Availity, LLC

Essentials Dashboard
UX Case Study

Product Overview

The Essentials dashboard serves as the home screen of the Essentials platform and the initial communication center for users. Through feedback and analytics, we saw that the dashboard's engagement was extremely low, and the communication channels were not effective.

The dashboard's UX needed to be optimized to allow for customization for different types of users. The communications needed to be streamlined, and support channels needed to be reimagined.

Project Duration

3 months

My Role

Senior UX Designer



My Process

Design Thinking







Problem Statement

How might we make the Essentials dashboard more relevant and useful to meet the needs of all our different users, and add value by modenizing our tech stack to enable more features.

Objective & Goals

Improve Communications

  • Alerts should be timely and actionable
  • News and announcements should be relevant
  • Updates in status should be clear and easy to find

Enable Customization

  • Dashboard components and graphs should be configurable
  • Components should be removable
  • Irrelevant messages can be silenced
  • Important items can be flagged for later
  • Most used options should be favored
  • Graphs and charts should leverage user data

Establish Task Lists to Increase Efficiency
Users should be able to select how they want to work. Provide:

  • Patient-centric view of tasks for each patient
  • Billing view of tasks for claims and payments
  • Provider view of tasks for provider directories

Create Effective Help and Support Channels

  • System outabes should be displayed
  • Progressive support should be available
  • Reporting suspicious account activity should be easy to do
  • AI powered chat should be available
Notes from stakeholder interviews

Stakeholder interview notes where they outline their goals. (Miro)

Target Audience

The complex part about designing this dashboard is that it had to be effective for multiple types of organization and personas. We decided to focus on two opposing types of organizations to start.

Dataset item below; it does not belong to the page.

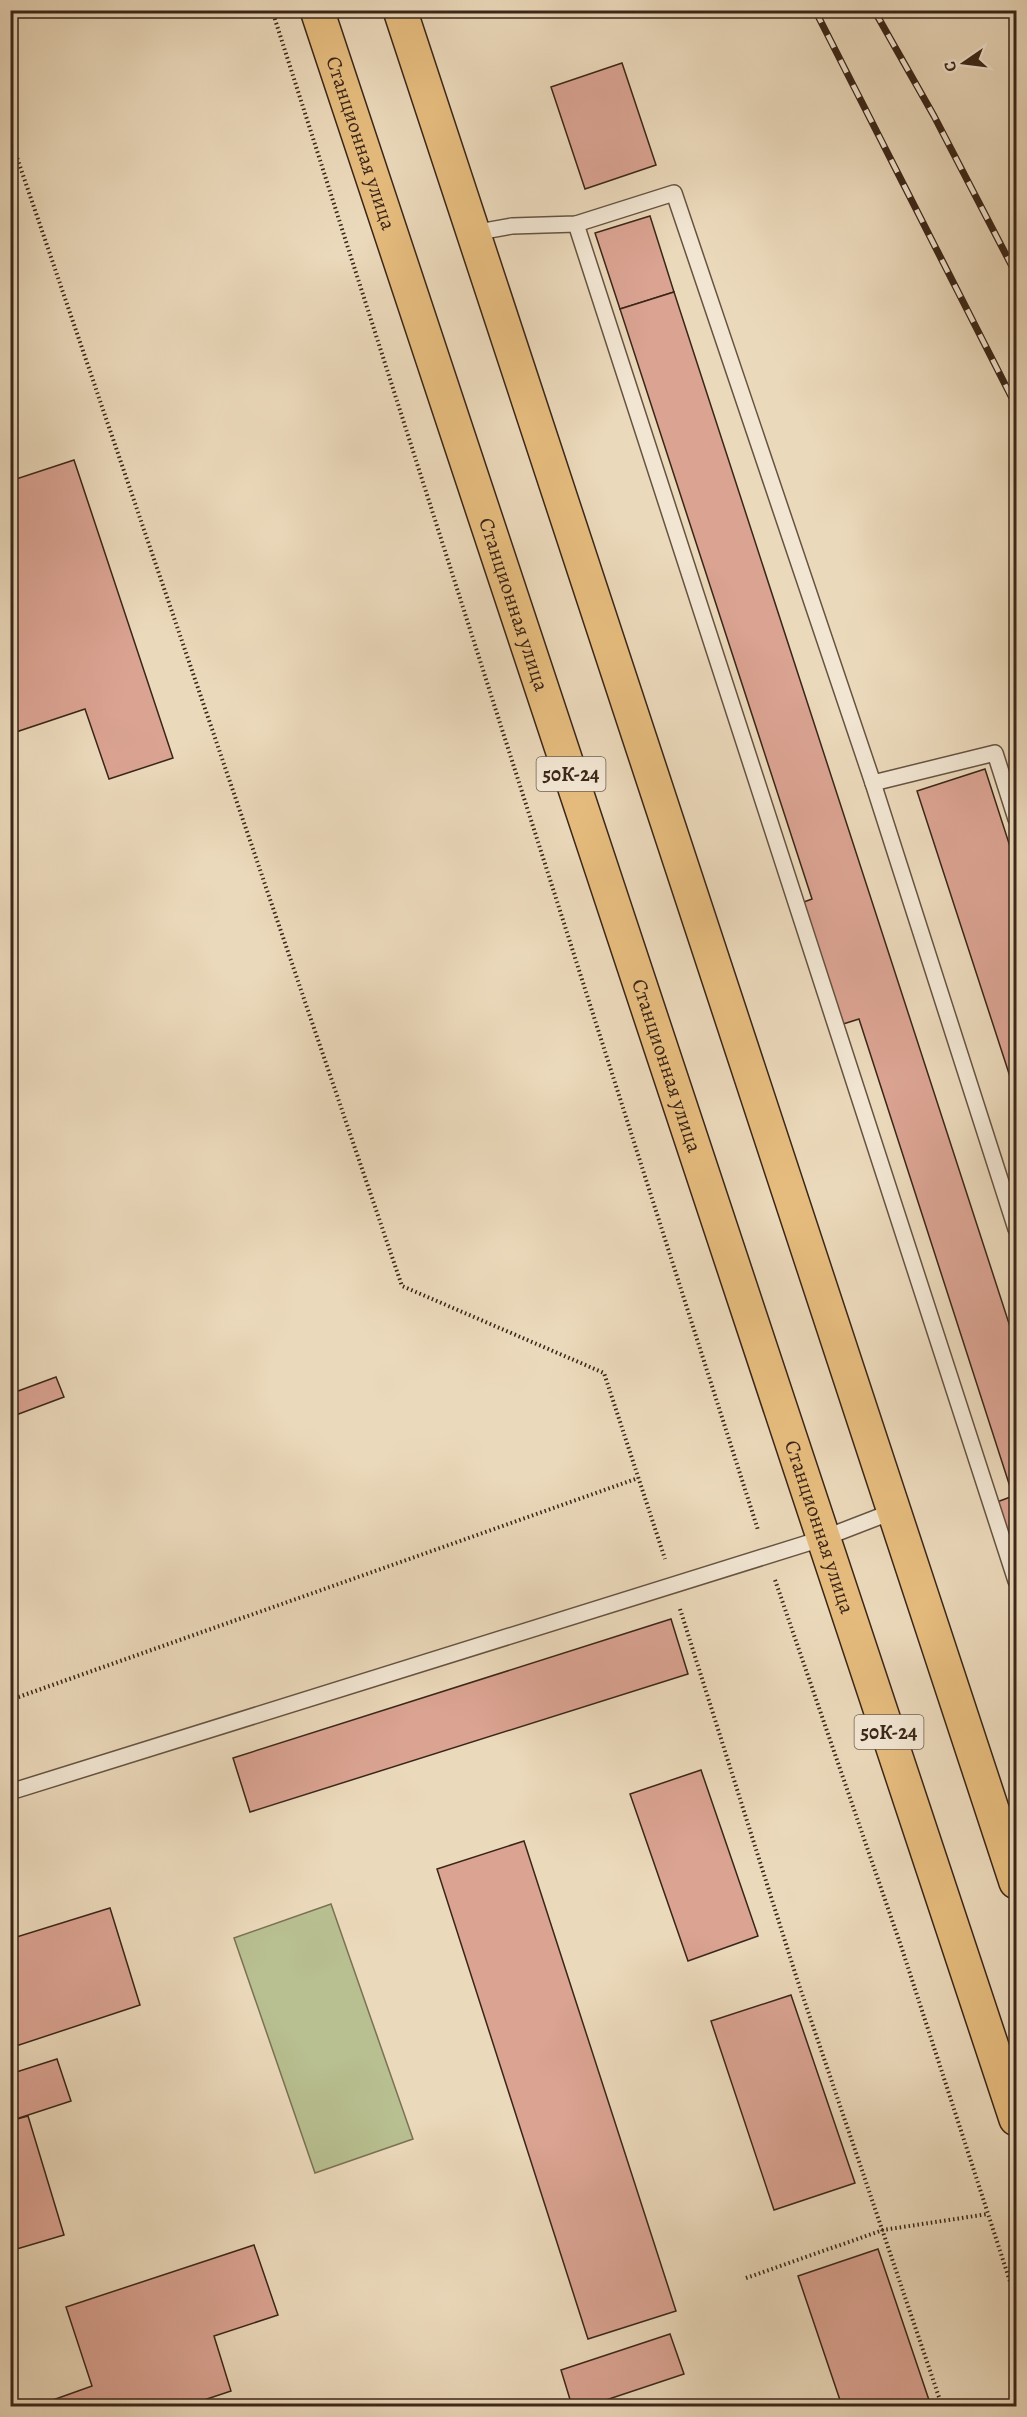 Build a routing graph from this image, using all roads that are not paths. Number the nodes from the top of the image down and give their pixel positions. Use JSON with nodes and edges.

  1. Large organizations with over 50 users, servicing over 100 providers with the ability to integrate some of Essentials' functionality with their internal billing software. An example of this type of organization would be a large chain of medical clinics.
  2. Very small atypical healthcare providers. This company usually has less than two employees, no healthcare experience and no internal medical billing software. An example of this type of organization would be a caterer who delivers nutritious meals to the elderly and is reimbursed by medicare or medicaid.

From there, we identified two personas that were responsible for some of the same billing tasks: Paula, the practice administrator for the large health clinic and Marly, the owner of the catering/ meal delivery organization.

Paula's Persona
Marlys Persona


Discovery Questions

  1. Is there a difference in the needs of smaller and larger organizations?
  2. What are the needs of users and how can the dashboard accommodate them better?
  3. If we were forced to choose one audience to design for, who should we focus on?
  4. How can we incorporate Artificial Intelligence?

User Quantitative and Qualitative Feedback

We launced a GainSight survey to gather over all user sentiment about the current dashboard.

survey results
survey graph

We spoke to power users who handled claims and payments for large clinics, like Paula. We found that their needs were dynamic. We recorded these needs in Miro.

Paula's needs


We focused our ideation sessions to dig deeper into the task lists and progressive support.

The Checklist should help both Paula and Marly with:

  • Accurate data entry for patient information
  • Selecting the correct codes for procedures and services
  • Remediating rejected and denied claims
  • Verifying insurances
  • Reducing denied claims
  • Taking advantage of value based practices


checklist inspiration


Feedback from users really impacted the design. The users did not like a lot of change, because they are measured by their productivity. When things are moved around or changed, they have to take time away from tasks to learn a new system. Knowing this, I tried to work within the information flow of the old dashboard.

Old Dashboard

Old Dashboard

Low Fidelity Wireframe (Content Flow)



Essentials Dashboard

Claims Dashboard


We created a beta version and piloted it with a very small group of users. We set pilot goals and they were successfully met. In fact, we received only 6% negative feedback from users.

Pilot Results

Pilot Results

Results & Take Aways

In the end, Availity decided to postpone the launch of the new dashboard and go a different direction. However, I learned a lot of great things from this project.

Lessons Learned

  • Users are resistent to change. The more information we can provide ahead of time to users the better. Also, little contextual guides, tips and tricks in the UI lessens the learning curve.
  • The defaults matter. I've heard that 90% of users stick with the default settings and even with a highly configurable dashboard we saw the same pattern of behavior. Nailing down what is most important to users to initially show is key.
  • Personalization costs! It can cost in performance, in development hours, and in data minig and storage. We had to make some trade-offs to accommodate the rising cost of personalizing different aspects of the dashboard.